◆ **Task details**
Lines holding the string "node" are the ones to copy from this listing.

◆ **Records for the task**
★ ★ ★ ★

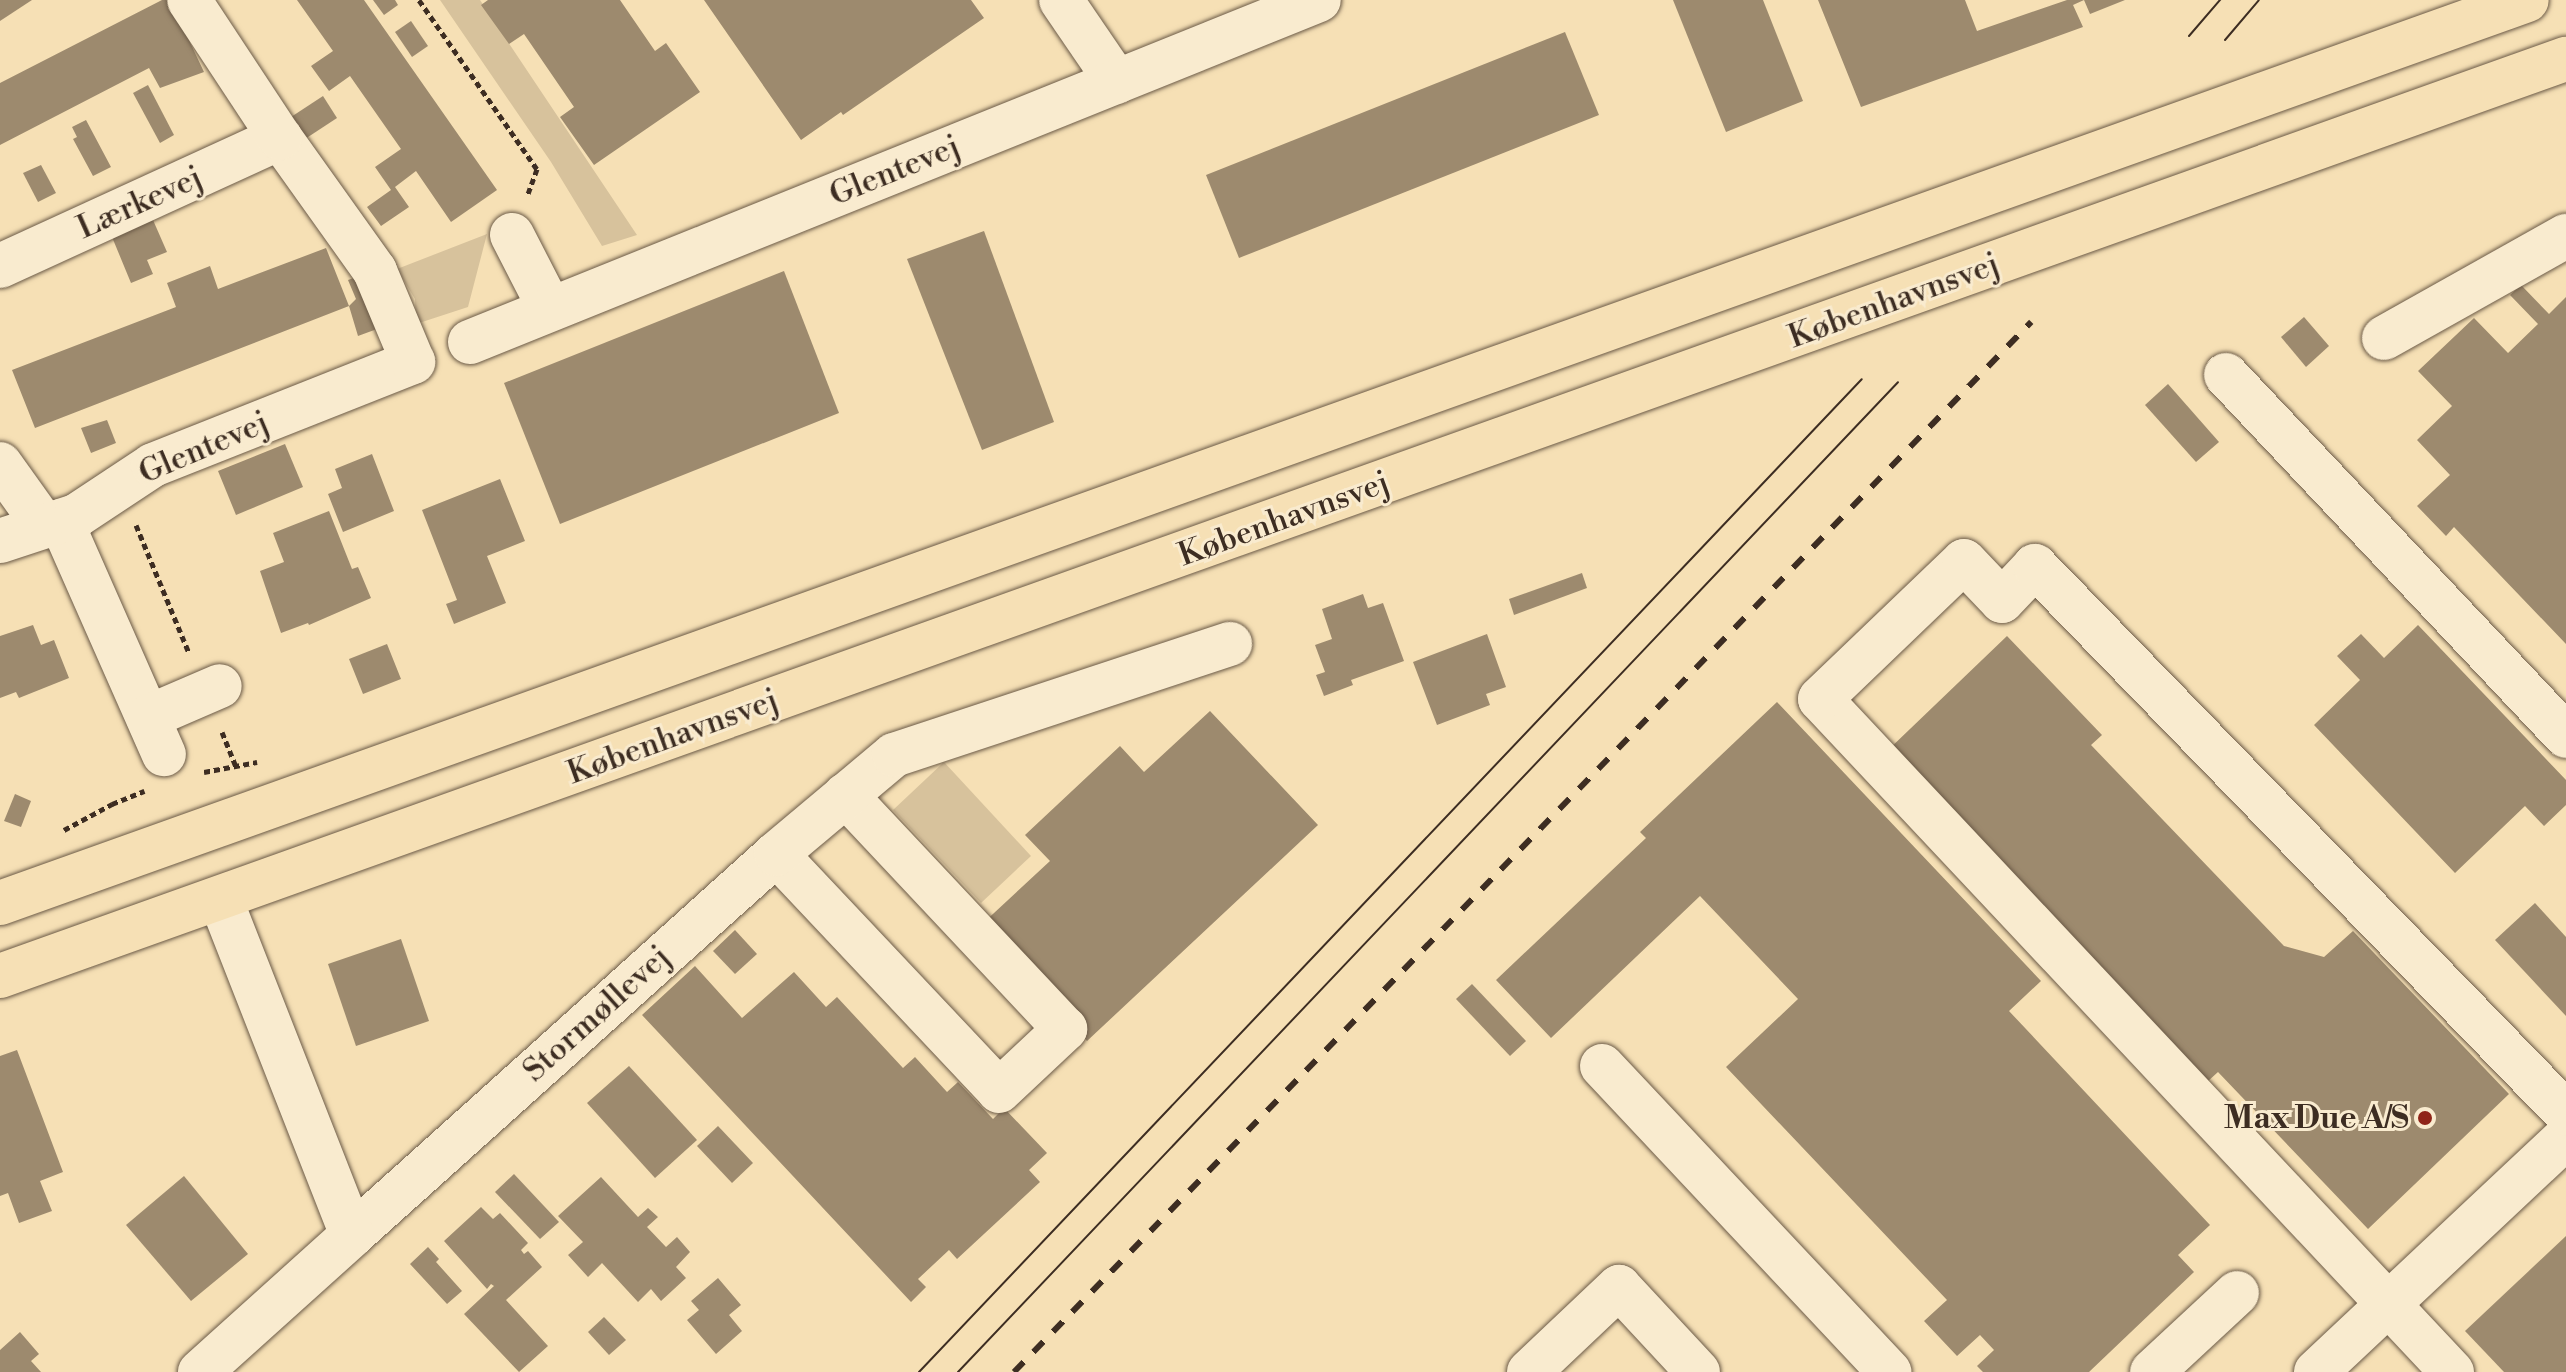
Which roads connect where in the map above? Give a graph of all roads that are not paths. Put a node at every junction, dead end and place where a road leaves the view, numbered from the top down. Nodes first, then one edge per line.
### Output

★ ★ ★ ★

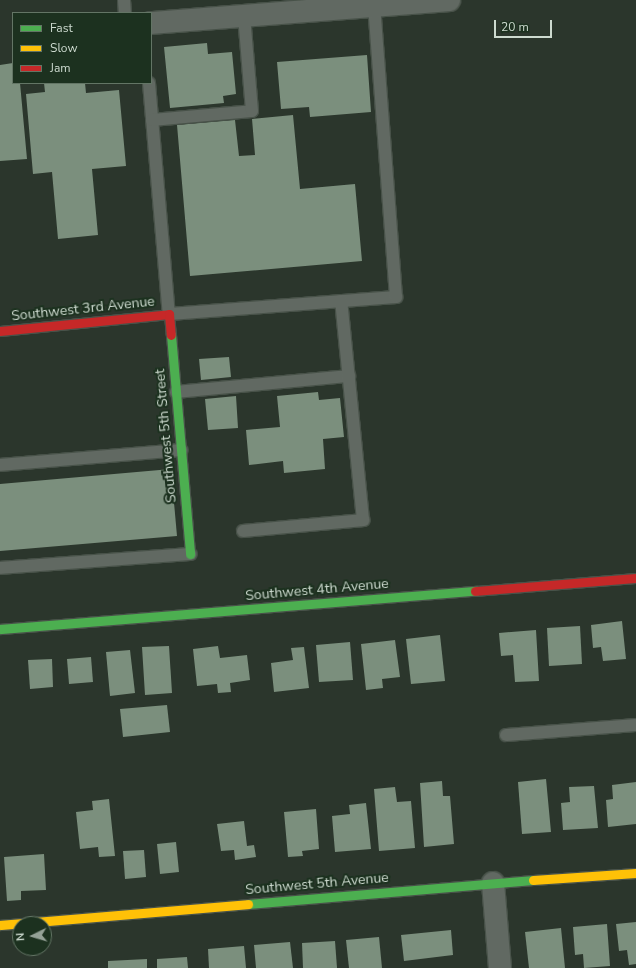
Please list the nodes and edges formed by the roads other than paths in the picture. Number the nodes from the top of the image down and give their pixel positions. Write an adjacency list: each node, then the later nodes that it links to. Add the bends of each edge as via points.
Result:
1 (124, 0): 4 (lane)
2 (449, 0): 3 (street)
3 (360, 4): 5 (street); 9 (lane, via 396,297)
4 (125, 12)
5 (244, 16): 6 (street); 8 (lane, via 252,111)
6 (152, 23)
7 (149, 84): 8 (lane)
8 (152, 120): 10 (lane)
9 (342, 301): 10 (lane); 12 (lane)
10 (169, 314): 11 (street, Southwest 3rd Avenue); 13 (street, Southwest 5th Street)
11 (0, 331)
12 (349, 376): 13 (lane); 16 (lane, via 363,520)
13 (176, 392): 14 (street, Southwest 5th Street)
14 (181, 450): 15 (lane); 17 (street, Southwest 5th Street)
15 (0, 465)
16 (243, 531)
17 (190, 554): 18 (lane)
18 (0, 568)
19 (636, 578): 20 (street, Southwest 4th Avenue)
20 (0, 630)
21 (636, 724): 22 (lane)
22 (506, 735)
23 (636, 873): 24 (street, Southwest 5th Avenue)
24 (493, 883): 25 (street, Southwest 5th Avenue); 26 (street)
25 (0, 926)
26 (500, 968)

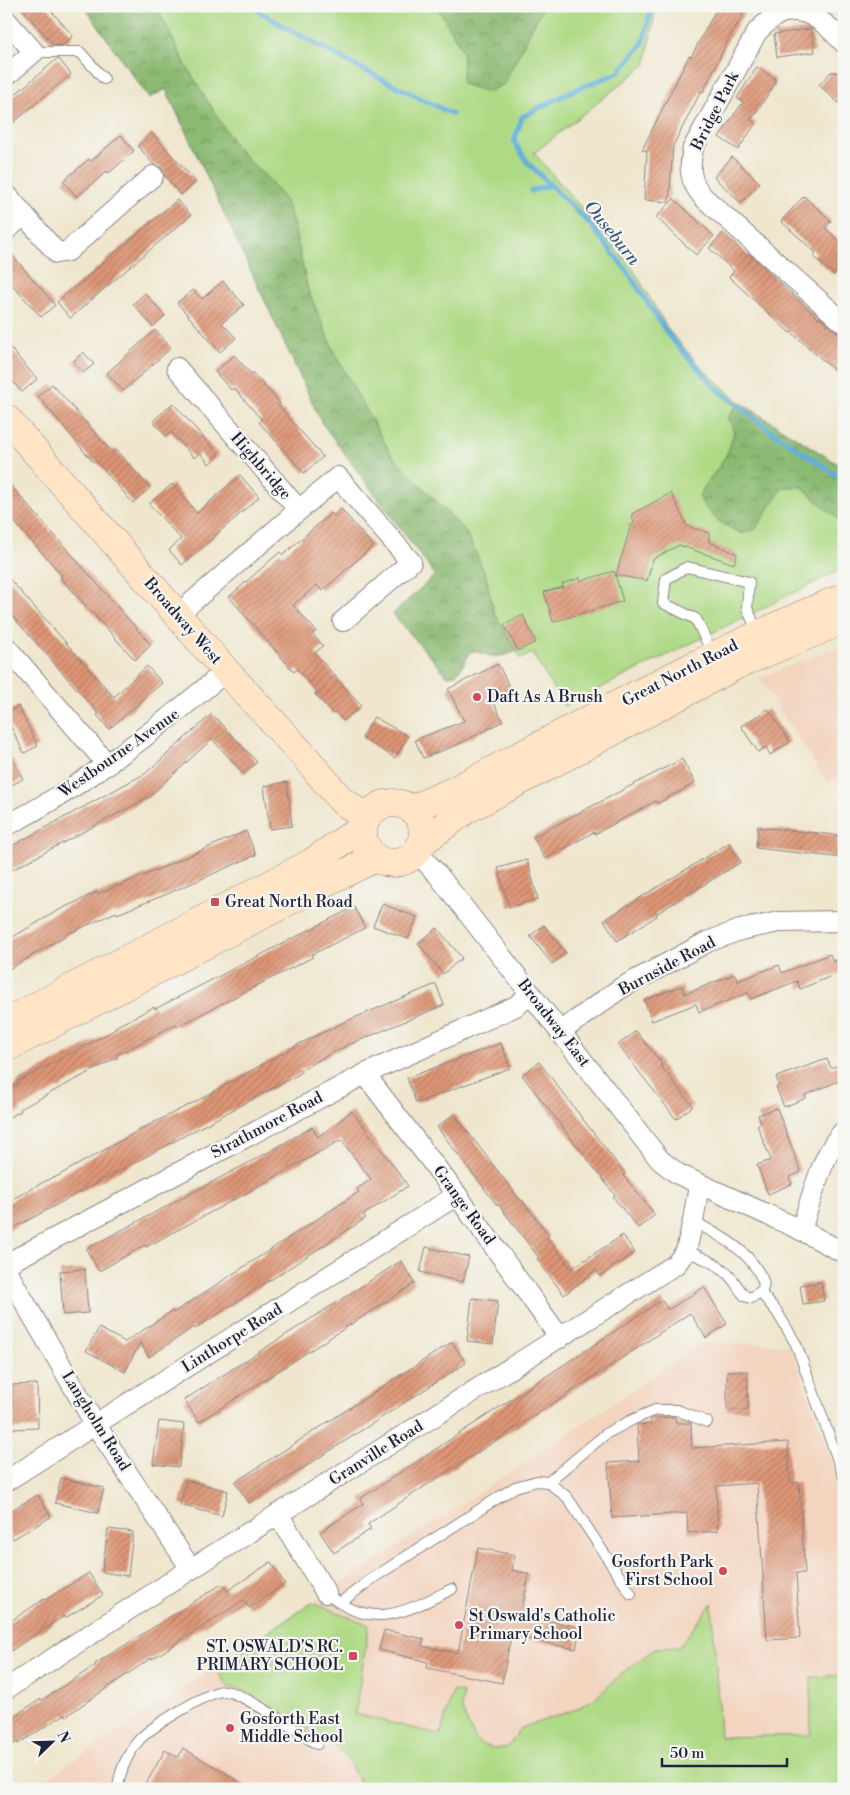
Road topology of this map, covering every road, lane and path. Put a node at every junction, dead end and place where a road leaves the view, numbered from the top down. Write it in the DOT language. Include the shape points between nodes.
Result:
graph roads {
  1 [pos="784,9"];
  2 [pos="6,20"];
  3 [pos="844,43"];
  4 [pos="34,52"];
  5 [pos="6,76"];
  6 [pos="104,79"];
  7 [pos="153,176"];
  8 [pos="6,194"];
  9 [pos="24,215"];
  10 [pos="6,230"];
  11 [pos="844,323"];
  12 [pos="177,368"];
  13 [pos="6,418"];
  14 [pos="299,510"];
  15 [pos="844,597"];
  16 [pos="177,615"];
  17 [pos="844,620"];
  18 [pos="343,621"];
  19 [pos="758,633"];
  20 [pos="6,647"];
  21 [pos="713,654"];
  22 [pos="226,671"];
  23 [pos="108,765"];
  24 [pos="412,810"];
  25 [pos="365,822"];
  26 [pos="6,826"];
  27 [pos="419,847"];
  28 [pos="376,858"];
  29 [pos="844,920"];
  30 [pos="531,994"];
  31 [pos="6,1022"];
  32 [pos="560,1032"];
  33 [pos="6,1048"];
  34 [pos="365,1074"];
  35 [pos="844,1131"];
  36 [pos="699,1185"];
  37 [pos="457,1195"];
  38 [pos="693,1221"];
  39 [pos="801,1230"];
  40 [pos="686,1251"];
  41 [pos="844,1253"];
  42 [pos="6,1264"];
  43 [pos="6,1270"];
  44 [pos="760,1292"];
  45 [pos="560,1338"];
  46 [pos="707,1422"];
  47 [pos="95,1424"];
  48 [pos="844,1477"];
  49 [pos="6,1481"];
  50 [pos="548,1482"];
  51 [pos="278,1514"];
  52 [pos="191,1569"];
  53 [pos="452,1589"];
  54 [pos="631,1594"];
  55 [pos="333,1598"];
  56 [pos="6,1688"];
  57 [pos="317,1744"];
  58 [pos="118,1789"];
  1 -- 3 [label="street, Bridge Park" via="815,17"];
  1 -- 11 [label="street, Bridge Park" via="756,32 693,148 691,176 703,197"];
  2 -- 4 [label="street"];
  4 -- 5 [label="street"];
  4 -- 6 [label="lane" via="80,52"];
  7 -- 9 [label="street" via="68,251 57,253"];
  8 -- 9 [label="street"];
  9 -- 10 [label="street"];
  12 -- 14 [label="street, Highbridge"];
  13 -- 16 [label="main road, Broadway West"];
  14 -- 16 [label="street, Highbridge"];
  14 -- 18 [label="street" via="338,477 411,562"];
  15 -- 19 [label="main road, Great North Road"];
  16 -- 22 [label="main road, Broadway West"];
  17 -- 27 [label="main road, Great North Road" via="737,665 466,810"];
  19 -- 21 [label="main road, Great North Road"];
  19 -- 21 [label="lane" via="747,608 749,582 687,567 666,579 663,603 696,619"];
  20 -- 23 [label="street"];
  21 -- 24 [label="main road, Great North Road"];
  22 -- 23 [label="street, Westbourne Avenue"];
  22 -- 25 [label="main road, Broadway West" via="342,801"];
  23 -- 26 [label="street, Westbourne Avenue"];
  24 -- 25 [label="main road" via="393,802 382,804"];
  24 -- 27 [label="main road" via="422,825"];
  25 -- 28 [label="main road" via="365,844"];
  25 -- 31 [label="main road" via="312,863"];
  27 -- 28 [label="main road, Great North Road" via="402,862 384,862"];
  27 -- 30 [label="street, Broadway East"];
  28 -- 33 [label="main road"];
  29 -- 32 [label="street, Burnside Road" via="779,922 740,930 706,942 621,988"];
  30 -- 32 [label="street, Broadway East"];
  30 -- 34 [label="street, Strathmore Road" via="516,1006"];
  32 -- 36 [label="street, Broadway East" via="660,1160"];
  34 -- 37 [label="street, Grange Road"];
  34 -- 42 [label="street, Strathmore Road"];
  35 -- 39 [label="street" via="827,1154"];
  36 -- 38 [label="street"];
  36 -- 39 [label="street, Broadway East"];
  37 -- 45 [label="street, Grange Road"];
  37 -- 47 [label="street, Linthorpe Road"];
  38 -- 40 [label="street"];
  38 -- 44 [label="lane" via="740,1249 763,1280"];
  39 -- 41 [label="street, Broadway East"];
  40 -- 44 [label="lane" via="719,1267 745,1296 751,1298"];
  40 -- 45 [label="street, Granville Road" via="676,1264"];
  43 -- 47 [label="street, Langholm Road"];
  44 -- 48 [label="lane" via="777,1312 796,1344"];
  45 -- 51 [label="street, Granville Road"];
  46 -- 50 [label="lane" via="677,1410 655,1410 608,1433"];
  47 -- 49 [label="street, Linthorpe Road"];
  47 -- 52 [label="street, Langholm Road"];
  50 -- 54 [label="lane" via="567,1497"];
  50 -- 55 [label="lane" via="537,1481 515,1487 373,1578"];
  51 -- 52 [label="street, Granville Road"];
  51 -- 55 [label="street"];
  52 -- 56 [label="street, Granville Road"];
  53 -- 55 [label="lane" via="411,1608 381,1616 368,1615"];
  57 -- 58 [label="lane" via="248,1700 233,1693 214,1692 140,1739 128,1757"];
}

★ ★ ★ ★

◆ **Response to the task**
Which roads connect where in the map above? Give a graph of all roads that are not paths. Put a node at every junction, dead end and place where a road leaves the view, numbered from the top down. Nodes first, then one edge per line.
Please list the nodes and edges formed by the roads other than paths in the picture. Number the nodes from the top of the image down and give their pixel positions. Write an adjacency list: each node, then the later nodes that it links to. Add the bends of each edge as via points.
Road topology of this map, covering every road, lane and path. Put a node at every junction, dead end and place where a road leaves the view, numbered from the top down. Write it in the DOT language. Include the shape points between nodes.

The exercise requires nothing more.